BANGKOK (14 June 2018) – The UN Human Rights Office for South-East Asia is concerned with the passing of the controversial Cyber Security Law by the National Assembly on Tuesday, which contains a number of provisions that are in contravention with Viet Nam’s obligations under the International Covenant on Civil and Political Rights (ICCPR).
The law provides sweeping new powers to the authorities, allowing them to force technology companies and service providers to share computer data, including personal information, to deny services and to censor users’ posts without any judicial review. We are further concerned that this law may be used to further crack down on dissenting voices in Viet Nam and would like to encourage the Government of Viet Nam to provide an enabling environment where freedom of expression, both online and offline, is protected.
While freedom of opinion is an absolute right, freedom of expression can be subjected to certain restrictions, but these shall only be such as provided by law and necessary with respect to: the rights or reputation of others; the protection of national security, public order, public health or morals. Furthermore, any interference must be subject to careful and critical assessment of its necessity, legitimacy and proportionality.

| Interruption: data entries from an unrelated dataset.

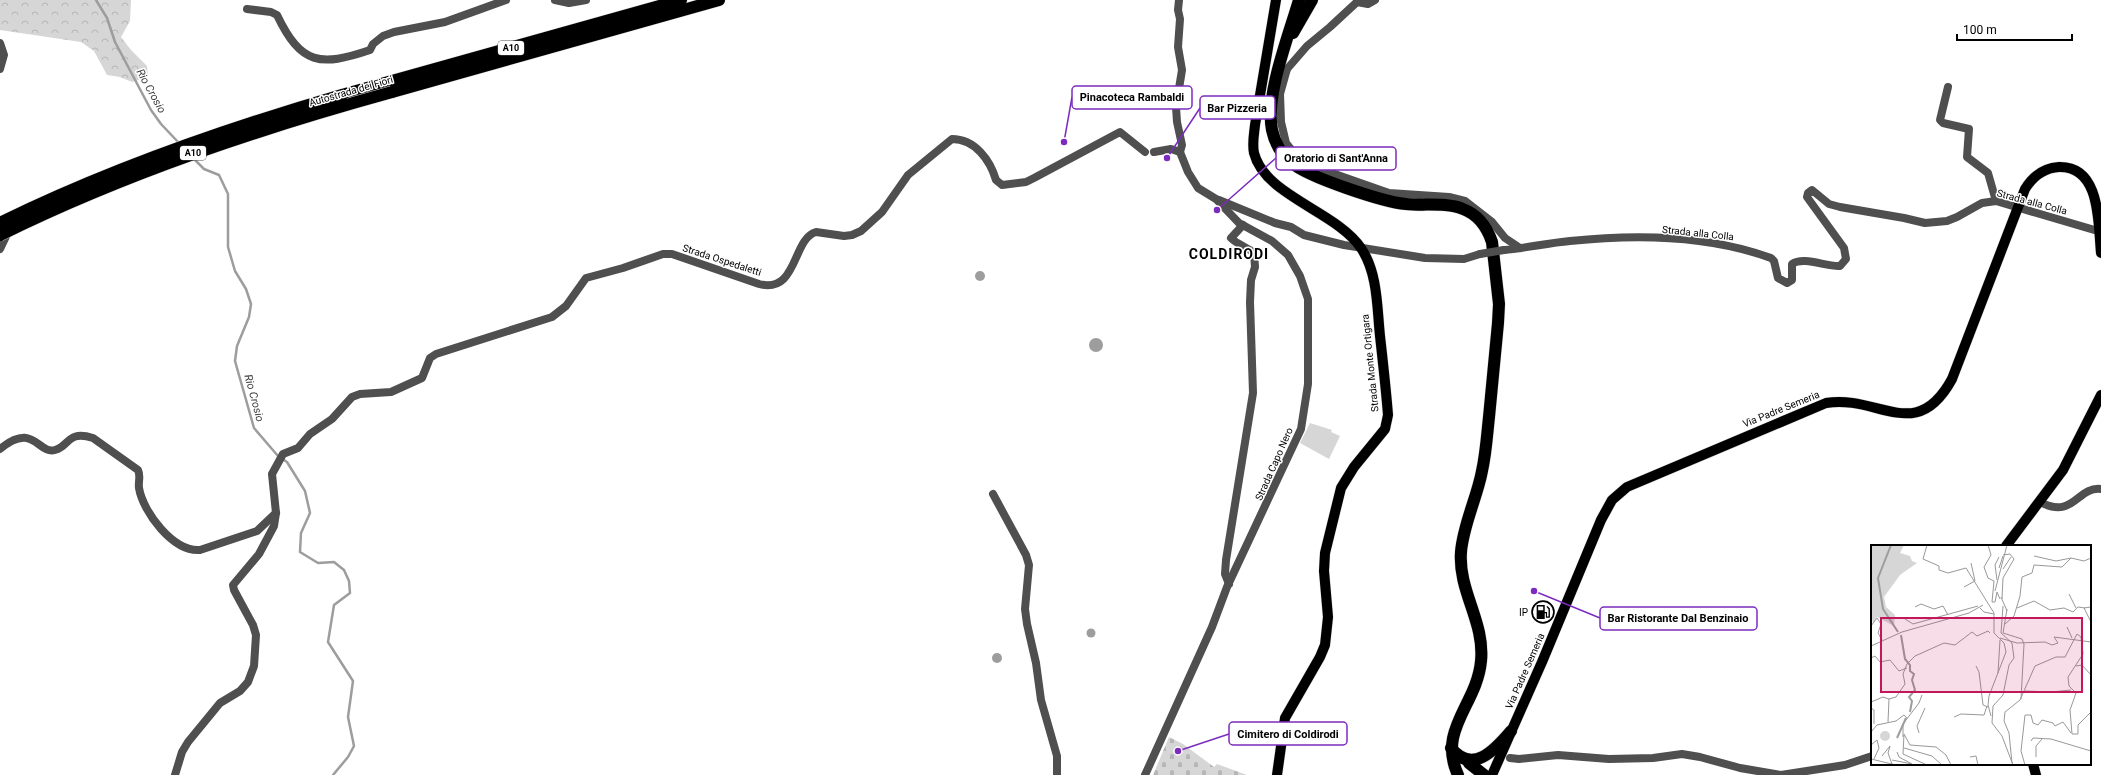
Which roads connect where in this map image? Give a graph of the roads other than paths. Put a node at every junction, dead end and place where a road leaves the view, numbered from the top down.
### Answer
1 (506, 0) edge
2 (556, 0) edge
3 (586, 0) edge
4 (681, 0) edge
5 (719, 0) edge
6 (1179, 0) edge
7 (1276, 0) edge
8 (1299, 0) edge
9 (1312, 0) edge
10 (1375, 0) edge
11 (247, 9) dead end
12 (0, 43) edge
13 (1285, 46) junction
14 (0, 69) edge
15 (1268, 71) dead end
16 (1263, 84) junction
17 (1948, 87) dead end
18 (1145, 152) dead end
19 (1154, 152) dead end
20 (1180, 152) junction
21 (1216, 199) junction
22 (1996, 201) junction
23 (2018, 207) junction
24 (0, 214) edge
25 (0, 223) edge
26 (1243, 225) junction
27 (2100, 232) edge
28 (0, 235) edge
29 (1361, 248) junction
30 (1520, 248) junction
31 (0, 249) edge
32 (2101, 253) edge
33 (2101, 395) edge
34 (0, 449) edge
35 (2101, 489) edge
36 (993, 494) dead end
37 (2040, 502) junction
38 (276, 513) junction
39 (2007, 545) edge
40 (1229, 584) junction
41 (1511, 731) junction
42 (1451, 748) junction
43 (1871, 756) edge
44 (1510, 758) dead end
45 (1469, 763) junction
46 (2033, 765) edge
47 (1775, 774) edge
48 (175, 775) edge
49 (1057, 775) edge
50 (1145, 775) edge
51 (1278, 775) edge
52 (1458, 775) edge
53 (1484, 775) edge
54 (1492, 775) edge
55 (2036, 775) edge

1 - 11 street
2 - 3 street
4 - 25 highway, Autostrada dei Fiori / A10, bridge
5 - 28 highway, Autostrada dei Fiori / A10, bridge
6 - 20 street
7 - 16 main road, Strada Monte Ortigara
8 - 13 highway
9 - 13 highway
10 - 30 street
12 - 14 street
13 - 42 highway
15 - 16 street
16 - 29 main road, Strada Monte Ortigara
17 - 22 street
18 - 38 street, Strada Ospedaletti
19 - 20 street
20 - 21 street, Strada Capo Nero
21 - 26 street, Strada Capo Nero
21 - 29 street, Strada alla Colla
22 - 23 street, Strada alla Colla
22 - 30 street, Strada alla Colla
23 - 27 street, Strada alla Colla
23 - 27 main road, Via Padre Semeria
23 - 41 main road, Via Padre Semeria
24 - 31 street
26 - 40 street
26 - 40 street, Strada Capo Nero
27 - 32 main road, Via Padre Semeria
29 - 30 street, Strada alla Colla, bridge
29 - 51 main road, Strada Monte Ortigara
33 - 37 main road
34 - 38 street
35 - 37 street
36 - 49 street
37 - 39 main road
38 - 48 street
40 - 50 street, Strada Capo Nero
41 - 45 highway
41 - 54 main road, Via Padre Semeria
42 - 45 highway
42 - 52 highway
43 - 47 street
44 - 47 street
45 - 53 highway
46 - 55 main road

We also regret the apparent lack of consultation with the public, as well as businesses which might be affected by the new law, prior to the passing of the law and call on the Government of Viet Nam to involve citizens and civil society in law and policy making.
We are further concerned about reports of clashes between protesters and the police across Viet Nam on Sunday in nation-wide demonstrations against the two bills on Special Economic Zones and Cyber Security, which led to the arrests of a large number of protesters. We are particularly concerned about allegations that some protesters were beaten by law enforcement authorities.
It is expected that these issues pertaining to freedom of opinion, expression and assembly will be discussed in detail in early 2019 during Vietnam’s reviews under the Universal Periodic Review and by the UN Human Rights Committee on the implementation of its commitments under the ICCPR.